We all dream about that day when the credit cards, the mortgage, the car, and the student loans will be paid off. The trouble is we don’t get mad enough to do anything about it. It’s more comfortable to keep making payments than to do the hard work of budgeting properly, saying no to spending on all but the basics, and yes to picking up side hustles or part-time jobs to reduce the debt once and for all.
When I was finally scared enough about the future and mad enough about my mistakes to change, I went all in. Took a financial class. Learned to budget every cent I had. Stopped using credit 100% and only paid with cash or a debit card. Over a year, I worked like hell to pay off all the credit cards and cancel them. It was hard but such a relief that I can’t believe it took me so long to start. I was so proud of what I accomplished.
Hanging on to the Past Serves No One
But I couldn’t cancel the American Express. Not right away. That card was like an old friend. It had been with me since I was a young, hopeful college grad. It had seen me through marriage, three kids, job changes, life experiences, and lots of good times. So as long as I didn’t use it regularly, I thought I should keep the Amex card for emergencies.It took me months to change my mind.
It’s so silly. After all, the card was just a vehicle. It was not the thing I loved, it just helped me spend time doing the things I loved with people I loved, but I paid a terrible price by working so much harder to live those moments. So why would I want to risk repeating that behavior?
In time, I diligently built up savings. For emergencies and vacations. For car maintenance and insurance. I made better choices when I did spend. And then I realized I didn’t need American Express anymore. It was no longer the safety net I needed. I had not pulled it out of my wallet in months.
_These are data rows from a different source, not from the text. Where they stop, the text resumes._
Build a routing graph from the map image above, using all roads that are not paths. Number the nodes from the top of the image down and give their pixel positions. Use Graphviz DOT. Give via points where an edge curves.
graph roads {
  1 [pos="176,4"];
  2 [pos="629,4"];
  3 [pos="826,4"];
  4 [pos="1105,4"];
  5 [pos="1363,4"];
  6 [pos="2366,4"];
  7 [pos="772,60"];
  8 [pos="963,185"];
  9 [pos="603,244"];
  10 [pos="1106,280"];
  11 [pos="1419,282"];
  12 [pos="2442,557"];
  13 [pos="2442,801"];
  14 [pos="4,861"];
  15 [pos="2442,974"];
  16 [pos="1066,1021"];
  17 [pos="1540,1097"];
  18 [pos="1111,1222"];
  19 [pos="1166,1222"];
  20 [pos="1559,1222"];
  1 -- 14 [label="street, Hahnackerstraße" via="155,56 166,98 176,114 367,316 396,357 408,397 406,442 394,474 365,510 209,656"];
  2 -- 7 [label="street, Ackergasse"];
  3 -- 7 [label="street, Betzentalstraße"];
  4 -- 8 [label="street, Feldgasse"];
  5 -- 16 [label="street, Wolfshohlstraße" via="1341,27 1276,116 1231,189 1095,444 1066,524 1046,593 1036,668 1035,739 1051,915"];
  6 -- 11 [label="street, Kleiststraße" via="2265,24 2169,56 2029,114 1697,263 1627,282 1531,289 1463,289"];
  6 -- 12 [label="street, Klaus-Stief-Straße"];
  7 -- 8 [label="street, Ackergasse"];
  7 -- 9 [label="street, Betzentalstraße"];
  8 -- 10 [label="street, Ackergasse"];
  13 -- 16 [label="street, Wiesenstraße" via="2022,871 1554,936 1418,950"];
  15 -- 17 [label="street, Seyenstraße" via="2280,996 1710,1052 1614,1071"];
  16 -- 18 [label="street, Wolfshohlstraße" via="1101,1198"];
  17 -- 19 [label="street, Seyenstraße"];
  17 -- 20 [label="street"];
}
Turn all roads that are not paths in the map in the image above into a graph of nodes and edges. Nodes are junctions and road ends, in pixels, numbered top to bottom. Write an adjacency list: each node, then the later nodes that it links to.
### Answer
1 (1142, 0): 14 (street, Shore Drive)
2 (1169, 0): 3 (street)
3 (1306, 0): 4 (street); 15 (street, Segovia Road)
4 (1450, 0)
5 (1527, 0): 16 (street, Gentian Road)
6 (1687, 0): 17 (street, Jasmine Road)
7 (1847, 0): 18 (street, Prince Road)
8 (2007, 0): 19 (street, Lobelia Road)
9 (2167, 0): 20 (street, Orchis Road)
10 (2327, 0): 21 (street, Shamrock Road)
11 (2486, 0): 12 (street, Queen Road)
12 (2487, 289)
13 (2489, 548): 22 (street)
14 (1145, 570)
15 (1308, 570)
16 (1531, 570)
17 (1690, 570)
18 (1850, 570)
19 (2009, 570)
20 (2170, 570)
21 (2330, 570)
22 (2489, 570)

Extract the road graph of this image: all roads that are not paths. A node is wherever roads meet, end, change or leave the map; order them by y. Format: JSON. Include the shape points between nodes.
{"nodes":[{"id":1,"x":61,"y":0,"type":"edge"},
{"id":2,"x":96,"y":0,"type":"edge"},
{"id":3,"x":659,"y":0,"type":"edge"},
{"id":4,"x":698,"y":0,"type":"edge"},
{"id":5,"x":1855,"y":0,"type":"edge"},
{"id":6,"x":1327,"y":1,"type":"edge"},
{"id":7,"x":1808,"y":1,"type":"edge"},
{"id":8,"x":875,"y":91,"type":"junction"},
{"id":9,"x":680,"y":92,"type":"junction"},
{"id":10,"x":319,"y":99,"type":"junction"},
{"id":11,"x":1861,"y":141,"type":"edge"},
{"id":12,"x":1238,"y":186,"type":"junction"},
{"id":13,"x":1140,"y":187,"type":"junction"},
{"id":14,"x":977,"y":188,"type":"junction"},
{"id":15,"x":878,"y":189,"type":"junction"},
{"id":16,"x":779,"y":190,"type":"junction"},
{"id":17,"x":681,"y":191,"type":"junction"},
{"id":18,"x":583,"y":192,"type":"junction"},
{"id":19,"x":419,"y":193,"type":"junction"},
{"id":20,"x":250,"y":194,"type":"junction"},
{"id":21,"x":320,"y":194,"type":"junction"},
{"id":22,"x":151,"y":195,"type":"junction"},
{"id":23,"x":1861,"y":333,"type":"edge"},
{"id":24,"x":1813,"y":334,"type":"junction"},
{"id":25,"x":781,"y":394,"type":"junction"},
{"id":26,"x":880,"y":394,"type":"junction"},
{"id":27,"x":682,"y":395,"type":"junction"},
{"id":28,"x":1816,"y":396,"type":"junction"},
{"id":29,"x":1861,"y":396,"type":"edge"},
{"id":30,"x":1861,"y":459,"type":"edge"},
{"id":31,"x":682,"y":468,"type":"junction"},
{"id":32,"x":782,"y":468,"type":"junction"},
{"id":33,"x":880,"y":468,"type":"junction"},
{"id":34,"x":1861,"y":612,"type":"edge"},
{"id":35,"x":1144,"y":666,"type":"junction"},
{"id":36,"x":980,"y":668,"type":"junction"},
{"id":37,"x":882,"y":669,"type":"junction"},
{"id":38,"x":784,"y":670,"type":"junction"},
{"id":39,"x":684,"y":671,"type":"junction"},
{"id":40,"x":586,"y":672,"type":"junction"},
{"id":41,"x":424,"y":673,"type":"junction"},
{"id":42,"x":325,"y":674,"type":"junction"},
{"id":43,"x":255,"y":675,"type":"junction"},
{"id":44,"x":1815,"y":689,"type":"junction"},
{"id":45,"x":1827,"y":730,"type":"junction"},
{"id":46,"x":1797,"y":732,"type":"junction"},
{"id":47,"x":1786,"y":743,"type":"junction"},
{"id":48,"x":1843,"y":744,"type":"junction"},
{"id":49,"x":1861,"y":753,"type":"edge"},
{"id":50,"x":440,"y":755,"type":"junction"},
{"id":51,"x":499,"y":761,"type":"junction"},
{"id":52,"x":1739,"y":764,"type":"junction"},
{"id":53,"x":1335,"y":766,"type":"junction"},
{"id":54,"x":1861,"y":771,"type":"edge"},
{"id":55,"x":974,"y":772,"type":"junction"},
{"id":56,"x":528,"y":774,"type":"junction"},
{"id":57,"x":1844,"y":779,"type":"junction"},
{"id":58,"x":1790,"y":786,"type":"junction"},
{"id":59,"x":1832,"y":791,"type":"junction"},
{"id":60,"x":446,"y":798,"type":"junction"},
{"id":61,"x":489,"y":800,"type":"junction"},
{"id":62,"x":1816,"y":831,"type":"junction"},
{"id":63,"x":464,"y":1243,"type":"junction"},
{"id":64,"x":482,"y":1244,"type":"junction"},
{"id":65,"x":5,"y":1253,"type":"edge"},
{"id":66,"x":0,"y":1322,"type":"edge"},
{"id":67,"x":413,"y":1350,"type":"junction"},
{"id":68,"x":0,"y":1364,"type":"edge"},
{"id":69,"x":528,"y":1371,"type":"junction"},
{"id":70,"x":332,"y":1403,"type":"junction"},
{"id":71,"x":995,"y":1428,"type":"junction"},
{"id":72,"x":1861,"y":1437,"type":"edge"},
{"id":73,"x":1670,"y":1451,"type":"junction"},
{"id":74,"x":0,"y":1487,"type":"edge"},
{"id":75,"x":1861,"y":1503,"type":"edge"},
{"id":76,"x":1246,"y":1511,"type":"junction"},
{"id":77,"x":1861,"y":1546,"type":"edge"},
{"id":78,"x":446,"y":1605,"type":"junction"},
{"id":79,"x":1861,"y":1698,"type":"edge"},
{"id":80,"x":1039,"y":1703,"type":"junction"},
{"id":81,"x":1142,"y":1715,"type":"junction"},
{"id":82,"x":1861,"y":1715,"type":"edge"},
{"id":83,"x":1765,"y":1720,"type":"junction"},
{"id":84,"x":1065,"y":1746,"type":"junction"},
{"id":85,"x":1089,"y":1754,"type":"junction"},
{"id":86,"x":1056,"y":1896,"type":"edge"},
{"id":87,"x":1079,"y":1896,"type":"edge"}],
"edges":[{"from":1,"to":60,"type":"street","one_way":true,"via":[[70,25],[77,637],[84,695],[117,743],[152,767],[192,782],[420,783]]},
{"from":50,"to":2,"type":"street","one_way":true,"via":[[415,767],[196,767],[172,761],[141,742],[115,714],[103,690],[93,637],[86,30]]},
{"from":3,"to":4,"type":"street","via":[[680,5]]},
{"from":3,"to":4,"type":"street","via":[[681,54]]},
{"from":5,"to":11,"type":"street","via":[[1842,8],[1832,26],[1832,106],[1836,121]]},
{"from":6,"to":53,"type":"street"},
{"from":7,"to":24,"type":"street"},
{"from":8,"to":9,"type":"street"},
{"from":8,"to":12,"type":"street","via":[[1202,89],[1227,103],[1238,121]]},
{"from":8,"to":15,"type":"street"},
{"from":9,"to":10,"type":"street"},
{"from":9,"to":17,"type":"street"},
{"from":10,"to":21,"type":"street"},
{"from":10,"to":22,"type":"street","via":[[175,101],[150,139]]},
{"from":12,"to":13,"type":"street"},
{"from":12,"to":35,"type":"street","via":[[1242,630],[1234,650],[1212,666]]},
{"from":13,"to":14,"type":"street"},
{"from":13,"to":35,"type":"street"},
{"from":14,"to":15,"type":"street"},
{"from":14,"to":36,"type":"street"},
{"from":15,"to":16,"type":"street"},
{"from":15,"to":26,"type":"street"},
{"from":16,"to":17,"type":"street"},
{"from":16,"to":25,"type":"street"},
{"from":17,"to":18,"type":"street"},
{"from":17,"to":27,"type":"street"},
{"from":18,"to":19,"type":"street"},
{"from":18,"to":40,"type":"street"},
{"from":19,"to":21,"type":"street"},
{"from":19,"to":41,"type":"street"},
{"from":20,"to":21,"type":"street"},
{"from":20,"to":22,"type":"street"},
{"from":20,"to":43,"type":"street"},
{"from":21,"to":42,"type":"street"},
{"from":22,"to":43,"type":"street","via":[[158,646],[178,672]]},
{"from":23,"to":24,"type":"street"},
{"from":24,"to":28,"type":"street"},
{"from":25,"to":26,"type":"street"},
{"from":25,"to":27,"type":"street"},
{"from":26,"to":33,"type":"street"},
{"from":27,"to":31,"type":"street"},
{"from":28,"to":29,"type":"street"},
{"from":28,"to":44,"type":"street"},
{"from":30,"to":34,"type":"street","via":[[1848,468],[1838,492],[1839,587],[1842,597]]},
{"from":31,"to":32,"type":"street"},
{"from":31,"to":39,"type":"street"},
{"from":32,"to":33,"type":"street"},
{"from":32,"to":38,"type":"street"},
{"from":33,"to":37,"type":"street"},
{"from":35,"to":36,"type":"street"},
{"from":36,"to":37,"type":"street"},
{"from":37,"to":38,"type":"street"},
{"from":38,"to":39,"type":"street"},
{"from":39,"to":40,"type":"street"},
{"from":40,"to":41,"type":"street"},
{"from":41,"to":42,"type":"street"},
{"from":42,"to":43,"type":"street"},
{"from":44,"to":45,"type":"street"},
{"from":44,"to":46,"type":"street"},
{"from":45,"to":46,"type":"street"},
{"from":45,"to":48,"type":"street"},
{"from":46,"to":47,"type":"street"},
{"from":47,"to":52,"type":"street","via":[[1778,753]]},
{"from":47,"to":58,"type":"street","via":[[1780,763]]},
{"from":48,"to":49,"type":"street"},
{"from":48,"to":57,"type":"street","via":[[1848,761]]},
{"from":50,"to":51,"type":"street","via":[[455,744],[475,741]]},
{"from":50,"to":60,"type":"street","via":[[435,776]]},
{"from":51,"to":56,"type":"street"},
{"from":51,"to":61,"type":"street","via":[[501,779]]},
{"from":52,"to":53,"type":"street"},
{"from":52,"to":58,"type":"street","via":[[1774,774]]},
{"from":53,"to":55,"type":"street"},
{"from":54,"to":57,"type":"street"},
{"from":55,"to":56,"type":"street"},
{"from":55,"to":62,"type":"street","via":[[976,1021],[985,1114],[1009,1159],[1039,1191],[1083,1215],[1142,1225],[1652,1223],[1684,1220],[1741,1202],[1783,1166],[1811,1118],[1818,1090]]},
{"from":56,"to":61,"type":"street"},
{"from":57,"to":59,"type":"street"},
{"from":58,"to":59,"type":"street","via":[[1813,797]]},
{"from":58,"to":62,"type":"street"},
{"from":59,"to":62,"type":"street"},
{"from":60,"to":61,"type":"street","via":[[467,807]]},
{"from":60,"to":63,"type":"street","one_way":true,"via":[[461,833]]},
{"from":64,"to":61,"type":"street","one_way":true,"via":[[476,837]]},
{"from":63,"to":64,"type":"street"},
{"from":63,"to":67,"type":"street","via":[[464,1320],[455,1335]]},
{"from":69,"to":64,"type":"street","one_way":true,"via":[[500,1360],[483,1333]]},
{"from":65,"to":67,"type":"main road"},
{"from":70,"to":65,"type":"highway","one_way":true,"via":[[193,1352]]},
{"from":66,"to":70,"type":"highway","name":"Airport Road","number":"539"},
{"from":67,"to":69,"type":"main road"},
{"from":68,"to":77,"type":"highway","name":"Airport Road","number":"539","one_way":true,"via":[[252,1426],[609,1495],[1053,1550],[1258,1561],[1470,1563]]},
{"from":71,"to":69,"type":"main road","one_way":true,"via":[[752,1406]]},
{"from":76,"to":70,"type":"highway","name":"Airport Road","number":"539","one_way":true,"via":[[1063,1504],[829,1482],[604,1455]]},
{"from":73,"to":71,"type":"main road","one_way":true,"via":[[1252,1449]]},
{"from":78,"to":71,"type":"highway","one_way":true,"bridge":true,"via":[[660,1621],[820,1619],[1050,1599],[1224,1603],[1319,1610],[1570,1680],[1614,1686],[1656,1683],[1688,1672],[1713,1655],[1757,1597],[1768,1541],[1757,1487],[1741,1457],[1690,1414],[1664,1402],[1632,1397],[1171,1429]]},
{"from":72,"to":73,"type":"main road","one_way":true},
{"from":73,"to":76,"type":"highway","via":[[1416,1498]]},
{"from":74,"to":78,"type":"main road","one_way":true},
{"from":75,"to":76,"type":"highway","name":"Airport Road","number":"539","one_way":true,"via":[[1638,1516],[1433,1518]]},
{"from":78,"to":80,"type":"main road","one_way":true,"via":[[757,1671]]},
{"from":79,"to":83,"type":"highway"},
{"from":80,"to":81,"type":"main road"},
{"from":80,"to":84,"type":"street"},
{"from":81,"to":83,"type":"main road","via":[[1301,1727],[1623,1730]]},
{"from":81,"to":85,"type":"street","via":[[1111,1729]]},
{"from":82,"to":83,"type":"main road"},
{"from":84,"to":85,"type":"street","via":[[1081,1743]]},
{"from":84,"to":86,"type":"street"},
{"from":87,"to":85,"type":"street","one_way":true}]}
Now I had my own money as a backup.
Finding the Courage to Break Free
I was months into my debt-free journey before I had the courage to pick up the phone and call American Express to cancel. The nicest young man tried earnestly to keep my business with offers of bonus points and reasons to stay. He did his job well, but I was determined. I said no (several times), and he graciously closed the account.
After 28 years, I got out the scissors, and with a bit of apprehension, cut that card into pieces. And I felt…. well, not what I thought I would feel. No regret, no sense of loss. Just the satisfaction of knowing that I was no longer a person who needed American Express or any card to get me through life. My behavior had permanently changed. I had mentally moved on.
We Are Better Off Without Each Other
Professionally, I’m in marketing. I know that the goal of good marketing is to create relationships, something American Express did very well. They became like a friend to me, but over time my friend no longer made my life better. This was a friend I was happy to have for many years, but we grew apart, and I have moved on. It’s okay. American Express has plenty of other friends, and they will be fine without me.
The point is that I did it, and you can too. Whether it’s with people, brands, or bad money habits, sometimes breaking up is the right thing to do.